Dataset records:

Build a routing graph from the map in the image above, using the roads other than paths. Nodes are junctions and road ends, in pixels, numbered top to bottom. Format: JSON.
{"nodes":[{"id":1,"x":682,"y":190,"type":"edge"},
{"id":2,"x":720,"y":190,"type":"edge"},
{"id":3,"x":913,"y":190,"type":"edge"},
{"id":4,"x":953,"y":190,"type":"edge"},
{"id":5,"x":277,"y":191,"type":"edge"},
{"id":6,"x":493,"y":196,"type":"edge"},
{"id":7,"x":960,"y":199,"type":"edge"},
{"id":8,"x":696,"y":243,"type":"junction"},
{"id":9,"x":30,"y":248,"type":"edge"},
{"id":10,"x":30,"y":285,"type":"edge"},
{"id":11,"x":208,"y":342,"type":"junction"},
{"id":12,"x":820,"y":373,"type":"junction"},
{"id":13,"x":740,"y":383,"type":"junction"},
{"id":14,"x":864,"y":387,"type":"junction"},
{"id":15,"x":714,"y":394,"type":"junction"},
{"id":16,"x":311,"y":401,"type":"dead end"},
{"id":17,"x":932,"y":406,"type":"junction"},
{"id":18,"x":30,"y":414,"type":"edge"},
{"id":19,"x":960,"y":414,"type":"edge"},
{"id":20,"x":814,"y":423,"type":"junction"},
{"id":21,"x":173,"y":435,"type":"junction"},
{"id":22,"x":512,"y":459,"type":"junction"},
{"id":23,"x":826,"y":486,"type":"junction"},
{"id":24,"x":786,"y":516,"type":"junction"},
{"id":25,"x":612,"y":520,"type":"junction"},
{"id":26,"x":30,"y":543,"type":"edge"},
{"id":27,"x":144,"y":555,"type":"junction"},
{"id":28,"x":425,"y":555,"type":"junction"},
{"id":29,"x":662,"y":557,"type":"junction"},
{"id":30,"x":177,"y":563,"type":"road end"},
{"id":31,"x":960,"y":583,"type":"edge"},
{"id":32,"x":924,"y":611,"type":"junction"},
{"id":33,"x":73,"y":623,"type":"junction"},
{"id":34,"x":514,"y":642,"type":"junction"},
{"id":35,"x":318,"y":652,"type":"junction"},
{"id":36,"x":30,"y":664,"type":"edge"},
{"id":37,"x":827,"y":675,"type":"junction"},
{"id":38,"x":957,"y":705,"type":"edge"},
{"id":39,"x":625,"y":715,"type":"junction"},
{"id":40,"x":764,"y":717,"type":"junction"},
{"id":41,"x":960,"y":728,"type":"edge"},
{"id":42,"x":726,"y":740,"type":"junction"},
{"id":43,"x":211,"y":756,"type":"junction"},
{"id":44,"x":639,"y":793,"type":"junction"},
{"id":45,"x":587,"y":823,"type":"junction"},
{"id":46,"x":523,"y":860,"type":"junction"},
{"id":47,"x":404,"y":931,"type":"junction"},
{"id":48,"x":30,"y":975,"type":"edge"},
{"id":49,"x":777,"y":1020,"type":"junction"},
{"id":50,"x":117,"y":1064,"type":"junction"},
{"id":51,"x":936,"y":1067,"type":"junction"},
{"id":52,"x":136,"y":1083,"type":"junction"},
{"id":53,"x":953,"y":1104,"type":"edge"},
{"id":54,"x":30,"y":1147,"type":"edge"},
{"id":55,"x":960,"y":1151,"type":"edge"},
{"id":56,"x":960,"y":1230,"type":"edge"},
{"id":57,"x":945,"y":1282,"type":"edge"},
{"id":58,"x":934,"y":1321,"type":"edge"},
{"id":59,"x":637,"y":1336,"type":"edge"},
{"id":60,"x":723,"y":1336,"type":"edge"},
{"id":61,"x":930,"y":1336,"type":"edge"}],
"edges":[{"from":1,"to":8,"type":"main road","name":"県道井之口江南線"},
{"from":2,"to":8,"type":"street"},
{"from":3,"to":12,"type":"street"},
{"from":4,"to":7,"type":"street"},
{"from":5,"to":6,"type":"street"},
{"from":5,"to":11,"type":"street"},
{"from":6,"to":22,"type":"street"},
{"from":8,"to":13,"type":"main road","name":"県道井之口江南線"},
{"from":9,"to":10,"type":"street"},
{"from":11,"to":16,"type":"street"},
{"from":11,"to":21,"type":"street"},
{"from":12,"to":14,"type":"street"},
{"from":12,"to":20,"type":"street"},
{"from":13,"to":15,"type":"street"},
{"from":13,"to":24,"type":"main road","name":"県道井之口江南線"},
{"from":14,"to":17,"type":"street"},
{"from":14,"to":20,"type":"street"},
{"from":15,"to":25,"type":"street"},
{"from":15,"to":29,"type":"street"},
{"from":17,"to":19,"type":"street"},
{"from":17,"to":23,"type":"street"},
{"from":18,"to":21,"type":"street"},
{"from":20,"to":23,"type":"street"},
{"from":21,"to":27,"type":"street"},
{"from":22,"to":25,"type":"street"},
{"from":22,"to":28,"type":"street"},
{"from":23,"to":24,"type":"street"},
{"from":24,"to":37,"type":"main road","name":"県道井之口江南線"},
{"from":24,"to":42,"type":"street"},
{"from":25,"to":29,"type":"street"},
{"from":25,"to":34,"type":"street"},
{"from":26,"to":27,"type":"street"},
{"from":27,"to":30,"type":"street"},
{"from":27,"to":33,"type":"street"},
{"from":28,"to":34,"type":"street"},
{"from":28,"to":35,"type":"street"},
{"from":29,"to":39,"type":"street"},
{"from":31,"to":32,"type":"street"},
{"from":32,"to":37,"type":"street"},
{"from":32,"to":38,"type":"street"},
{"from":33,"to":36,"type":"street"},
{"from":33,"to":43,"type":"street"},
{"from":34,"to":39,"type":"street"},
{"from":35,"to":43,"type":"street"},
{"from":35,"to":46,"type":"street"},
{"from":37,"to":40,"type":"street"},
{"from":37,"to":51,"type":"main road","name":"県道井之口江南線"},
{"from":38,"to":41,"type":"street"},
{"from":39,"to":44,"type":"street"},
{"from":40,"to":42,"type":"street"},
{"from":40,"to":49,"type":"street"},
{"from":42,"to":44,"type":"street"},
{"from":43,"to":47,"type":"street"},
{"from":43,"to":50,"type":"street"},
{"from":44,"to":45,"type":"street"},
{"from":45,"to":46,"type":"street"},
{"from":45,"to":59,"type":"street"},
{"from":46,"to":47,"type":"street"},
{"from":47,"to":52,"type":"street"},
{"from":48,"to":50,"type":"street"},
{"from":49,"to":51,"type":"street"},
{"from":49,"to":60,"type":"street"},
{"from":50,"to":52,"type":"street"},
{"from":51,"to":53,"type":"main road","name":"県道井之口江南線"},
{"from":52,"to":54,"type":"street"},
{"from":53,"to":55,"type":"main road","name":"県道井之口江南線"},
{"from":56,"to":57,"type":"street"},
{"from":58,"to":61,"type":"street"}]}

- WHAT IS NEEDED -
An exact copy of every entry is what's needed, so retype them all.

- FINAL ANSWER -
Build a routing graph from the map in the image above, using the roads other than paths. Nodes are junctions and road ends, in pixels, numbered top to bottom. Format: JSON.
{"nodes":[{"id":1,"x":682,"y":190,"type":"edge"},
{"id":2,"x":720,"y":190,"type":"edge"},
{"id":3,"x":913,"y":190,"type":"edge"},
{"id":4,"x":953,"y":190,"type":"edge"},
{"id":5,"x":277,"y":191,"type":"edge"},
{"id":6,"x":493,"y":196,"type":"edge"},
{"id":7,"x":960,"y":199,"type":"edge"},
{"id":8,"x":696,"y":243,"type":"junction"},
{"id":9,"x":30,"y":248,"type":"edge"},
{"id":10,"x":30,"y":285,"type":"edge"},
{"id":11,"x":208,"y":342,"type":"junction"},
{"id":12,"x":820,"y":373,"type":"junction"},
{"id":13,"x":740,"y":383,"type":"junction"},
{"id":14,"x":864,"y":387,"type":"junction"},
{"id":15,"x":714,"y":394,"type":"junction"},
{"id":16,"x":311,"y":401,"type":"dead end"},
{"id":17,"x":932,"y":406,"type":"junction"},
{"id":18,"x":30,"y":414,"type":"edge"},
{"id":19,"x":960,"y":414,"type":"edge"},
{"id":20,"x":814,"y":423,"type":"junction"},
{"id":21,"x":173,"y":435,"type":"junction"},
{"id":22,"x":512,"y":459,"type":"junction"},
{"id":23,"x":826,"y":486,"type":"junction"},
{"id":24,"x":786,"y":516,"type":"junction"},
{"id":25,"x":612,"y":520,"type":"junction"},
{"id":26,"x":30,"y":543,"type":"edge"},
{"id":27,"x":144,"y":555,"type":"junction"},
{"id":28,"x":425,"y":555,"type":"junction"},
{"id":29,"x":662,"y":557,"type":"junction"},
{"id":30,"x":177,"y":563,"type":"road end"},
{"id":31,"x":960,"y":583,"type":"edge"},
{"id":32,"x":924,"y":611,"type":"junction"},
{"id":33,"x":73,"y":623,"type":"junction"},
{"id":34,"x":514,"y":642,"type":"junction"},
{"id":35,"x":318,"y":652,"type":"junction"},
{"id":36,"x":30,"y":664,"type":"edge"},
{"id":37,"x":827,"y":675,"type":"junction"},
{"id":38,"x":957,"y":705,"type":"edge"},
{"id":39,"x":625,"y":715,"type":"junction"},
{"id":40,"x":764,"y":717,"type":"junction"},
{"id":41,"x":960,"y":728,"type":"edge"},
{"id":42,"x":726,"y":740,"type":"junction"},
{"id":43,"x":211,"y":756,"type":"junction"},
{"id":44,"x":639,"y":793,"type":"junction"},
{"id":45,"x":587,"y":823,"type":"junction"},
{"id":46,"x":523,"y":860,"type":"junction"},
{"id":47,"x":404,"y":931,"type":"junction"},
{"id":48,"x":30,"y":975,"type":"edge"},
{"id":49,"x":777,"y":1020,"type":"junction"},
{"id":50,"x":117,"y":1064,"type":"junction"},
{"id":51,"x":936,"y":1067,"type":"junction"},
{"id":52,"x":136,"y":1083,"type":"junction"},
{"id":53,"x":953,"y":1104,"type":"edge"},
{"id":54,"x":30,"y":1147,"type":"edge"},
{"id":55,"x":960,"y":1151,"type":"edge"},
{"id":56,"x":960,"y":1230,"type":"edge"},
{"id":57,"x":945,"y":1282,"type":"edge"},
{"id":58,"x":934,"y":1321,"type":"edge"},
{"id":59,"x":637,"y":1336,"type":"edge"},
{"id":60,"x":723,"y":1336,"type":"edge"},
{"id":61,"x":930,"y":1336,"type":"edge"}],
"edges":[{"from":1,"to":8,"type":"main road","name":"県道井之口江南線"},
{"from":2,"to":8,"type":"street"},
{"from":3,"to":12,"type":"street"},
{"from":4,"to":7,"type":"street"},
{"from":5,"to":6,"type":"street"},
{"from":5,"to":11,"type":"street"},
{"from":6,"to":22,"type":"street"},
{"from":8,"to":13,"type":"main road","name":"県道井之口江南線"},
{"from":9,"to":10,"type":"street"},
{"from":11,"to":16,"type":"street"},
{"from":11,"to":21,"type":"street"},
{"from":12,"to":14,"type":"street"},
{"from":12,"to":20,"type":"street"},
{"from":13,"to":15,"type":"street"},
{"from":13,"to":24,"type":"main road","name":"県道井之口江南線"},
{"from":14,"to":17,"type":"street"},
{"from":14,"to":20,"type":"street"},
{"from":15,"to":25,"type":"street"},
{"from":15,"to":29,"type":"street"},
{"from":17,"to":19,"type":"street"},
{"from":17,"to":23,"type":"street"},
{"from":18,"to":21,"type":"street"},
{"from":20,"to":23,"type":"street"},
{"from":21,"to":27,"type":"street"},
{"from":22,"to":25,"type":"street"},
{"from":22,"to":28,"type":"street"},
{"from":23,"to":24,"type":"street"},
{"from":24,"to":37,"type":"main road","name":"県道井之口江南線"},
{"from":24,"to":42,"type":"street"},
{"from":25,"to":29,"type":"street"},
{"from":25,"to":34,"type":"street"},
{"from":26,"to":27,"type":"street"},
{"from":27,"to":30,"type":"street"},
{"from":27,"to":33,"type":"street"},
{"from":28,"to":34,"type":"street"},
{"from":28,"to":35,"type":"street"},
{"from":29,"to":39,"type":"street"},
{"from":31,"to":32,"type":"street"},
{"from":32,"to":37,"type":"street"},
{"from":32,"to":38,"type":"street"},
{"from":33,"to":36,"type":"street"},
{"from":33,"to":43,"type":"street"},
{"from":34,"to":39,"type":"street"},
{"from":35,"to":43,"type":"street"},
{"from":35,"to":46,"type":"street"},
{"from":37,"to":40,"type":"street"},
{"from":37,"to":51,"type":"main road","name":"県道井之口江南線"},
{"from":38,"to":41,"type":"street"},
{"from":39,"to":44,"type":"street"},
{"from":40,"to":42,"type":"street"},
{"from":40,"to":49,"type":"street"},
{"from":42,"to":44,"type":"street"},
{"from":43,"to":47,"type":"street"},
{"from":43,"to":50,"type":"street"},
{"from":44,"to":45,"type":"street"},
{"from":45,"to":46,"type":"street"},
{"from":45,"to":59,"type":"street"},
{"from":46,"to":47,"type":"street"},
{"from":47,"to":52,"type":"street"},
{"from":48,"to":50,"type":"street"},
{"from":49,"to":51,"type":"street"},
{"from":49,"to":60,"type":"street"},
{"from":50,"to":52,"type":"street"},
{"from":51,"to":53,"type":"main road","name":"県道井之口江南線"},
{"from":52,"to":54,"type":"street"},
{"from":53,"to":55,"type":"main road","name":"県道井之口江南線"},
{"from":56,"to":57,"type":"street"},
{"from":58,"to":61,"type":"street"}]}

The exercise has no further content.